Whistler runner tops Ironman division 

Local triathlete earns slot in 2020 Ironman 70.3 World Championships

click to enlarge PHOTO SUBMITTED - WILD BILL Whistlers Bill Geddes punched his ticket to the Ironman 70.3 World Championships after winning his division during Subaru Ironman Canada 70.3 on July 28.
  • Photo submitted
  • WILD BILL Whistler<0x2019>s Bill Geddes punched his ticket to the Ironman 70.3 World Championships after winning his division during Subaru Ironman Canada 70.3 on July 28.

Bill Geddes acknowledges that he doesn't race a lot, preferring to pick and choose his races.

So far in 2019, two of his selections have qualified him for other events.

After placing second in the men's 60-to-64 age group at the Apple Triathlon in Kelowna last month, which doubled as the national championships, Geddes punched his ticket to the 2020 International Triathlon Union World Championships in Edmonton.
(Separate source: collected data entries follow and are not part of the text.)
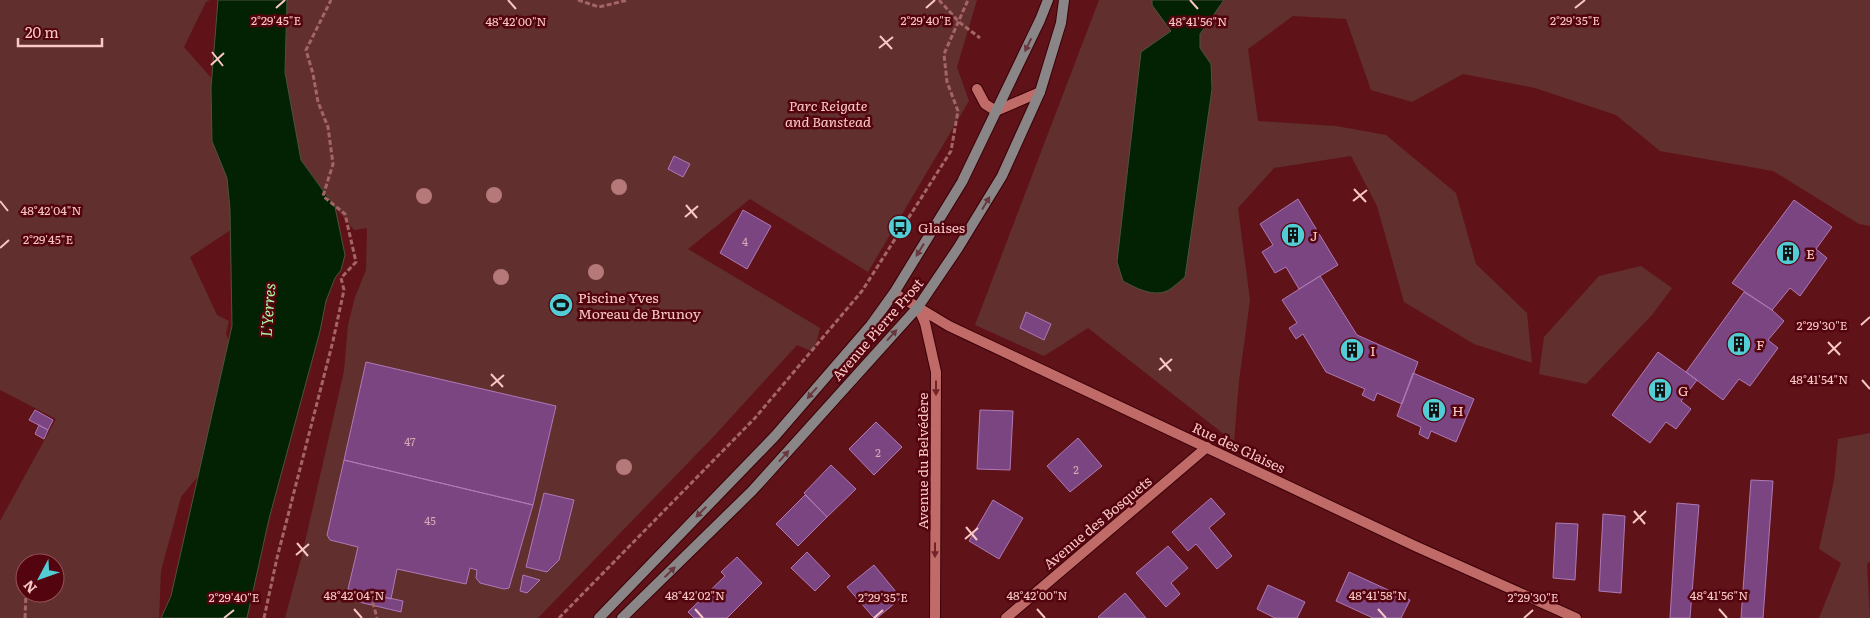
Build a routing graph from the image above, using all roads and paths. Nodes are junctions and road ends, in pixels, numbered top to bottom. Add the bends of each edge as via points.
1 (331, 0) edge
2 (578, 0) edge
3 (628, 0) edge
4 (939, 0) edge
5 (968, 0) edge
6 (1048, 0) edge
7 (1064, 0) edge
8 (959, 22) junction
9 (980, 38) dead end
10 (977, 89) dead end
11 (1040, 92) junction
12 (996, 111) junction
13 (894, 293) junction
14 (918, 307) junction
15 (1207, 447) junction
16 (371, 595) dead end
17 (26, 603) edge
18 (25, 618) edge
19 (264, 618) edge
20 (377, 618) edge
21 (559, 618) edge
22 (599, 618) edge
23 (622, 618) edge
24 (935, 618) edge
25 (1006, 618) edge
26 (1576, 618) edge

1 - 19 path via 306,50 318,102 328,127 332,164 323,196 345,214 356,262 341,278 344,290 333,341 276,558
2 - 3 path via 600,7
4 - 8 path
5 - 8 path
6 -> 12 main road, Avenue Pierre Prost
7 - 11 main road, Avenue Pierre Prost via 1061,23
8 - 9 path
8 - 21 path via 944,54 947,82 958,111 951,151 862,291 755,418
10 - 12 street via 985,104
11 - 12 street
14 -> 11 main road, Avenue Pierre Prost via 1002,176
12 -> 13 main road, Avenue Pierre Prost via 962,182
13 - 14 street, Rue des Glaises
13 -> 22 main road, Avenue Pierre Prost via 871,325 774,436
14 - 15 street, Rue des Glaises via 949,326
23 -> 14 main road, Avenue Pierre Prost via 752,491
14 -> 24 street, Avenue du Belvédère via 936,372
15 - 25 street, Avenue des Bosquets
15 - 26 street, Rue des Glaises
16 - 20 path
17 - 18 path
Three weeks later, Geddes topped his division at the half-distance Ironman Canada 70.3 here in Whistler, qualifying for the 70.3 World Championships in New Zealand in November 2020. The latter was particularly gratifying for Geddes, as he was planning to travel to New Zealand anyway.

"It's an opportunity to go race down there and then go travel and enjoy myself," he said.

These accomplishments are never easy, of course, but it was a tough slog for Geddes as he's dealt with a nagging abdominal injury, possibly a hernia, for the last two-and-a-half months.

After completing a strong swim and bike during Ironman, the pain was nearly too much during the run and Geddes considered folding up his tent during the "sheer hell" of the run.

"One of my boys said, 'Wow, dad, you're in first and you've got 20 minutes on the next guy,'" he recalled. "I walked and ran and finished, so to speak. I got lucky enough to come in at the top of my group, so it's all good."

All in all, the day was pleasant for Geddes, apart from some chilliness early on during the bike course. However, completing the half-distance Ironman in a strong time allows competitors to miss the heat of the day as he crossed the line shortly after noon in five hours, 24 minutes and three seconds (5:24:03).

"It was a picture-perfect day. It couldn't get any better," he said. "And the temperature was right, too. It wasn't super hot. It was hot, but it wasn't 30-plus."

Geddes said he often did marathons in the 1980s, but gradually started to lean toward running events such as ultramarathons. He had a successful return, completing the full-distance Ironman and qualifying for World Championships in Hawaii in 2014, 12 years after his last Ironman.

Upon turning 60, Geddes wanted to try for World Championships again but at a shorter distance, as he doubted his body's ability to withstand the barrage of a full-distance race.

It was especially meaningful considering Ironman's move back to Penticton after this year's Whistler race. Geddes wanted to take advantage of its presence in his own backyard one last time.

"It's a bit of a home-field advantage because I know the bike course pretty well," he said. "In terms of the 70.3s, I don't think there's a tougher bike ride out there. It's a really tough bike ride. It's 1,200 metres of climbing in 90 kms.

"It's a lot of climbing and then you've got to run afterwards."

For now, Geddes is in rehab mode preparing for his two upcoming opportunities on the global stage.

"I'm going to be going through trying to get better, and there is a chance I'm going to need an operation," he said. "I'm going to be in a position where hopefully by the end of October I'll be able to get out and do a little bit of cross-country skiing."

Lastly, Geddes was appreciative of coaches Christine Suter and Andy Robinson for getting him up to snuff for his recent contests.

"They were a help in terms of getting my body ready because it's been kind of broken," he said.